(Record set)

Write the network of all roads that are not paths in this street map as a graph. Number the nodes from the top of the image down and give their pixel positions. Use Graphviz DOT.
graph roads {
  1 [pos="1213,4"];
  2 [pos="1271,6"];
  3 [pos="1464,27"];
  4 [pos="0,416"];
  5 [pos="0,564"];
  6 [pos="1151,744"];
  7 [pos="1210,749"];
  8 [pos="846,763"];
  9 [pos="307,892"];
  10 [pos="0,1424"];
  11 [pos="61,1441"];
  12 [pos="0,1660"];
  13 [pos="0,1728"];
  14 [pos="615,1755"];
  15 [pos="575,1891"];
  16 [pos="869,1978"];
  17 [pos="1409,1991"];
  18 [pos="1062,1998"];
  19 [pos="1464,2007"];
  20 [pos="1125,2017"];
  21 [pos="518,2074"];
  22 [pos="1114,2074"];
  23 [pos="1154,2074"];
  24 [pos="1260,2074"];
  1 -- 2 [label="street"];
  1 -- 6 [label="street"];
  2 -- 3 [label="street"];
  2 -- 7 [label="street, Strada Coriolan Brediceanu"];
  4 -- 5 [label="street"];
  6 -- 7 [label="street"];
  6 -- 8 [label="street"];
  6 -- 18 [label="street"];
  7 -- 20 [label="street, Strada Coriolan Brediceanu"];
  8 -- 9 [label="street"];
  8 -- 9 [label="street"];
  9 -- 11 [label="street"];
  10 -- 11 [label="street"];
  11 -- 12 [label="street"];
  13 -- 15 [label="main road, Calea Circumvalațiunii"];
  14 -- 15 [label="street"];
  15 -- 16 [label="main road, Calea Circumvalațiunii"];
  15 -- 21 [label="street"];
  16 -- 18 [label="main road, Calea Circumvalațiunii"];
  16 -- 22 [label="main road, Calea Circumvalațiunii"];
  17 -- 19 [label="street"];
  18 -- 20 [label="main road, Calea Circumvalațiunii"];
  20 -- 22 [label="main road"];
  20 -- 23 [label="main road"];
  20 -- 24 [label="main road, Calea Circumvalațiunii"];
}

(End Record set)

What is required => Keeping every line exactly as it is, retype the entries shown above.

Response area =>
Write the network of all roads that are not paths in this street map as a graph. Number the nodes from the top of the image down and give their pixel positions. Use Graphviz DOT.
graph roads {
  1 [pos="1213,4"];
  2 [pos="1271,6"];
  3 [pos="1464,27"];
  4 [pos="0,416"];
  5 [pos="0,564"];
  6 [pos="1151,744"];
  7 [pos="1210,749"];
  8 [pos="846,763"];
  9 [pos="307,892"];
  10 [pos="0,1424"];
  11 [pos="61,1441"];
  12 [pos="0,1660"];
  13 [pos="0,1728"];
  14 [pos="615,1755"];
  15 [pos="575,1891"];
  16 [pos="869,1978"];
  17 [pos="1409,1991"];
  18 [pos="1062,1998"];
  19 [pos="1464,2007"];
  20 [pos="1125,2017"];
  21 [pos="518,2074"];
  22 [pos="1114,2074"];
  23 [pos="1154,2074"];
  24 [pos="1260,2074"];
  1 -- 2 [label="street"];
  1 -- 6 [label="street"];
  2 -- 3 [label="street"];
  2 -- 7 [label="street, Strada Coriolan Brediceanu"];
  4 -- 5 [label="street"];
  6 -- 7 [label="street"];
  6 -- 8 [label="street"];
  6 -- 18 [label="street"];
  7 -- 20 [label="street, Strada Coriolan Brediceanu"];
  8 -- 9 [label="street"];
  8 -- 9 [label="street"];
  9 -- 11 [label="street"];
  10 -- 11 [label="street"];
  11 -- 12 [label="street"];
  13 -- 15 [label="main road, Calea Circumvalațiunii"];
  14 -- 15 [label="street"];
  15 -- 16 [label="main road, Calea Circumvalațiunii"];
  15 -- 21 [label="street"];
  16 -- 18 [label="main road, Calea Circumvalațiunii"];
  16 -- 22 [label="main road, Calea Circumvalațiunii"];
  17 -- 19 [label="street"];
  18 -- 20 [label="main road, Calea Circumvalațiunii"];
  20 -- 22 [label="main road"];
  20 -- 23 [label="main road"];
  20 -- 24 [label="main road, Calea Circumvalațiunii"];
}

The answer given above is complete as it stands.